What I learned about IF writing/game design:

  • Well it was fun to play essentially a Single Choice Jam game out of that context, because I have experience with that prompt and still cling to fond feelings about my game that seemingly almost no one played! I had a Leo-DiCaprio-pointing-in-recognition moment at realizing it was a single choice game. I really appreciated how tough the choice was here, I thought I would know what to choose but I still had a hard time picking what I thought was the less bad option. Since this is the only choice in the narrative, it needed to pack a disproportionate punch and it absolutely did.

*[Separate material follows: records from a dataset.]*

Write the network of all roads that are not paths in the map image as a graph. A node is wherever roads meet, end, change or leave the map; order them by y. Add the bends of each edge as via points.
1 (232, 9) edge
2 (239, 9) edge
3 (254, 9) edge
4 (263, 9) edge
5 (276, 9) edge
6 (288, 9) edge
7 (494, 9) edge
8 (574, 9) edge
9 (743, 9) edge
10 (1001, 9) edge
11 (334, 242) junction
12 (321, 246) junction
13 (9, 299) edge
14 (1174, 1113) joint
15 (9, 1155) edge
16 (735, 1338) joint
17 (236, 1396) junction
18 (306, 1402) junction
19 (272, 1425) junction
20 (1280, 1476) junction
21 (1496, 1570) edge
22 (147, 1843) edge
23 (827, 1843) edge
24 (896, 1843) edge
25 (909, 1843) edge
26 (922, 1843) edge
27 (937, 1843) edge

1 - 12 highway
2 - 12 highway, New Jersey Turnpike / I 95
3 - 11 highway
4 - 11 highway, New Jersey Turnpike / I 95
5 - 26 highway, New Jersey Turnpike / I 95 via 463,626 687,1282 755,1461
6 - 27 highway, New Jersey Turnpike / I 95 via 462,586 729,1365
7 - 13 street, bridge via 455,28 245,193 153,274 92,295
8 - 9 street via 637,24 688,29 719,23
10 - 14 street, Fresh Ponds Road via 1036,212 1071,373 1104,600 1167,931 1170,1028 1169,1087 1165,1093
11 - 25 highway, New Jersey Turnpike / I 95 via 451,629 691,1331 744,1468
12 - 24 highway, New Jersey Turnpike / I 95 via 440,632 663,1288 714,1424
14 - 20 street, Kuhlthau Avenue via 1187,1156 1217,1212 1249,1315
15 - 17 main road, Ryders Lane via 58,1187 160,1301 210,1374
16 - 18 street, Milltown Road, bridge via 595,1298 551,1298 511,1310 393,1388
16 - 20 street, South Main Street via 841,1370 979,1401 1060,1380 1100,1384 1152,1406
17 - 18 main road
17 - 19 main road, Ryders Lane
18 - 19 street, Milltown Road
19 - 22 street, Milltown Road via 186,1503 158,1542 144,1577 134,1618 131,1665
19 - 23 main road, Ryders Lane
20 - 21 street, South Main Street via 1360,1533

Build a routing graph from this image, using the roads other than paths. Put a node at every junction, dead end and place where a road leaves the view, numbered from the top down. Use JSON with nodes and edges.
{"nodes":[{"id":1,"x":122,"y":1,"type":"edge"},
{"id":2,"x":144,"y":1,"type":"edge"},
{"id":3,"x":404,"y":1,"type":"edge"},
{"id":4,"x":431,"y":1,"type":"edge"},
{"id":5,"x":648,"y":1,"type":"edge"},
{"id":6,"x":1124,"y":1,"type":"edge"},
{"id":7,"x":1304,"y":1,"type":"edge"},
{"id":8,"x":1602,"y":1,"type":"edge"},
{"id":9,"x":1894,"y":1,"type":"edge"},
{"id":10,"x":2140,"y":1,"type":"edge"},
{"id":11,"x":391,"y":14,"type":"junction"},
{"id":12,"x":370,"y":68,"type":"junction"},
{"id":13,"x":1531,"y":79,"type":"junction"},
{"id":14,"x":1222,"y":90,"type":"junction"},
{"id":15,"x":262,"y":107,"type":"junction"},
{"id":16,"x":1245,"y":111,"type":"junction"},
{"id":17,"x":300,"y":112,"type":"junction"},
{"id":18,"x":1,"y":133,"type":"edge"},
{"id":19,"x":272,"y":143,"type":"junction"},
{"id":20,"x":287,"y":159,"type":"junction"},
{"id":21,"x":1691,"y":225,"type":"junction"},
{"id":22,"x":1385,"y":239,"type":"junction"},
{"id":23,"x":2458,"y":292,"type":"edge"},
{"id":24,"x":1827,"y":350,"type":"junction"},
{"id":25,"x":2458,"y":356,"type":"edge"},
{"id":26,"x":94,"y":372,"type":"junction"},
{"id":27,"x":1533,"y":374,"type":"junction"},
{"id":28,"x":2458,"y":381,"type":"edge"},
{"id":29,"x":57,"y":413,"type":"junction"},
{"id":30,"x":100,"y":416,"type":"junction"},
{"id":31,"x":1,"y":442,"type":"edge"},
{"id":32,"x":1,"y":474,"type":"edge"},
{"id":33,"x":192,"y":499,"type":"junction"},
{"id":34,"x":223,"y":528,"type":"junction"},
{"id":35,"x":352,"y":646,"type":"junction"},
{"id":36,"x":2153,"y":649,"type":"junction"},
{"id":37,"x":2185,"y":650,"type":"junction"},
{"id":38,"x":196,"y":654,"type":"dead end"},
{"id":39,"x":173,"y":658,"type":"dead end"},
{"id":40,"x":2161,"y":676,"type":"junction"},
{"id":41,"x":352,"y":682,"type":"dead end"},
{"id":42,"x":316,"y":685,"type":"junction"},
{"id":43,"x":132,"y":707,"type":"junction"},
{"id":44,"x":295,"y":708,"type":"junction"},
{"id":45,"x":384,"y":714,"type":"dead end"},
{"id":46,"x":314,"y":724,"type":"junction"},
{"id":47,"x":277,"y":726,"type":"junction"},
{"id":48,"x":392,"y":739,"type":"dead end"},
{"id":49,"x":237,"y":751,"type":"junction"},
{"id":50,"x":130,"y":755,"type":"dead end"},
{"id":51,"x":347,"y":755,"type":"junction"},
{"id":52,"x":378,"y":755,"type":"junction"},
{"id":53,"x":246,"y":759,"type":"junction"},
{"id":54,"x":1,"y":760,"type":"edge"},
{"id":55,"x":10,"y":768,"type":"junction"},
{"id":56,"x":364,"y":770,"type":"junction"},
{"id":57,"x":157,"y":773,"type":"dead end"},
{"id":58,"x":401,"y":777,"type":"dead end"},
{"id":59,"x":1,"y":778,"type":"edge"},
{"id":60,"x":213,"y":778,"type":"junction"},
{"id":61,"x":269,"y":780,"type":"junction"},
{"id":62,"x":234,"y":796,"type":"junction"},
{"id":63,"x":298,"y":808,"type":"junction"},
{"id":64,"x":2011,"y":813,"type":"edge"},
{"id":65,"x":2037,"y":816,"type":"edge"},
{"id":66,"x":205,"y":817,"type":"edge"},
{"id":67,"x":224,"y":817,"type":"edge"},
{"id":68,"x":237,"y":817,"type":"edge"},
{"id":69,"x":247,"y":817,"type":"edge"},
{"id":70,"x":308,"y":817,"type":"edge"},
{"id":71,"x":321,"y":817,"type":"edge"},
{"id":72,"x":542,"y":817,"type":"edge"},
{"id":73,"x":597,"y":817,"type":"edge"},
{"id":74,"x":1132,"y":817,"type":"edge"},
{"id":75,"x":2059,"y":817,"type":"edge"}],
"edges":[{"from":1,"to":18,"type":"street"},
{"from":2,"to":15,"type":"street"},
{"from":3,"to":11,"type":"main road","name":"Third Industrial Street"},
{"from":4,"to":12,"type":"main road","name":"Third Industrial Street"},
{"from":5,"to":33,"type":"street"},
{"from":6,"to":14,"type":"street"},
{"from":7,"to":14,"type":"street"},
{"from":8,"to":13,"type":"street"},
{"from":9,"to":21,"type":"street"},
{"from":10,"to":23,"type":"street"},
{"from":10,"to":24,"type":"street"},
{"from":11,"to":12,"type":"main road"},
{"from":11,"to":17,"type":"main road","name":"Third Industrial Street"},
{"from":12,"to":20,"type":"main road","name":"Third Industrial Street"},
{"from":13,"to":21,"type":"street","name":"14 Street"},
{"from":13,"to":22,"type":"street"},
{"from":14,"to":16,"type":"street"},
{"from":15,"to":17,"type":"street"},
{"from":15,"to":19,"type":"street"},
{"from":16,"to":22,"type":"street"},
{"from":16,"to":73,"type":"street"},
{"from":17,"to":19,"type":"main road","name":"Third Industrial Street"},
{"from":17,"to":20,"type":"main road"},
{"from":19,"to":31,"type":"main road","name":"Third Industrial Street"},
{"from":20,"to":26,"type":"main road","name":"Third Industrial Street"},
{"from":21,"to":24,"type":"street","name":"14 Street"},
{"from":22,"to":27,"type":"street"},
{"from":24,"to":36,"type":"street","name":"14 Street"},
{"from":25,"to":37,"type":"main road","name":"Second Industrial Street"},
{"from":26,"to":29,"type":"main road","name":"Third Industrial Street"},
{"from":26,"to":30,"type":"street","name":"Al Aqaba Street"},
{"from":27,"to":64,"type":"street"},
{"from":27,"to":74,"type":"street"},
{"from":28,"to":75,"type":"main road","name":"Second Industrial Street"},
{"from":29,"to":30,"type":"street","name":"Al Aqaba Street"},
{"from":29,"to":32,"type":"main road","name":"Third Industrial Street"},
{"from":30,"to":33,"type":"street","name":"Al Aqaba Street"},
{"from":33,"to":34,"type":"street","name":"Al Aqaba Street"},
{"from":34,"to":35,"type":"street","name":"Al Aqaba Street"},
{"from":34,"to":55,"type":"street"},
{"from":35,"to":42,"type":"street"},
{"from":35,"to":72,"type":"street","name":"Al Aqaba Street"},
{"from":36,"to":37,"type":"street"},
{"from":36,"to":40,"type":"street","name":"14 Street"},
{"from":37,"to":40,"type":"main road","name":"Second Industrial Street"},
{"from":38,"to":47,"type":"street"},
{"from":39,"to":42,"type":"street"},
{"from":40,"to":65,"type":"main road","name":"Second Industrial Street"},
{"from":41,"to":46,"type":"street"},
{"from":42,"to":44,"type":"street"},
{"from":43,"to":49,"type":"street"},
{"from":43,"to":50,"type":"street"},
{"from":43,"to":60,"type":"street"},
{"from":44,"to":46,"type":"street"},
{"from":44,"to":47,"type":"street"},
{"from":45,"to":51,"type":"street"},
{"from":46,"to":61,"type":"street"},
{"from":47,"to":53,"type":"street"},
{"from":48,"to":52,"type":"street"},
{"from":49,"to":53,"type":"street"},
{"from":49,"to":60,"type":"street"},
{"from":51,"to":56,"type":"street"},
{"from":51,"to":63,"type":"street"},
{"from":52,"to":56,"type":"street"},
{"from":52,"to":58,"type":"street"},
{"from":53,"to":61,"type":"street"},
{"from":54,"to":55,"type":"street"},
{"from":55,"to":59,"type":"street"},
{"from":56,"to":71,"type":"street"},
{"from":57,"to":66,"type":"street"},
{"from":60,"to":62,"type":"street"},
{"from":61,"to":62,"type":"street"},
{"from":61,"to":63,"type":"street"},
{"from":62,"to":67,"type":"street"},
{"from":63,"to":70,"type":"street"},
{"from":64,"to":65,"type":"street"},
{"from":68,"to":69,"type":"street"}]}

  • I really liked how the right-aligned, left-aligned, and center-aligned text worked to communicate point of view switches and dialogue vs. thoughts, I was fascinated by how the left/right alignment in the narrative was also portrayed visually.

Memorable Moment:

  • For sure, it was when Lisa watched the video footage of herself being left in the office for days with no one helping her, that really affected me.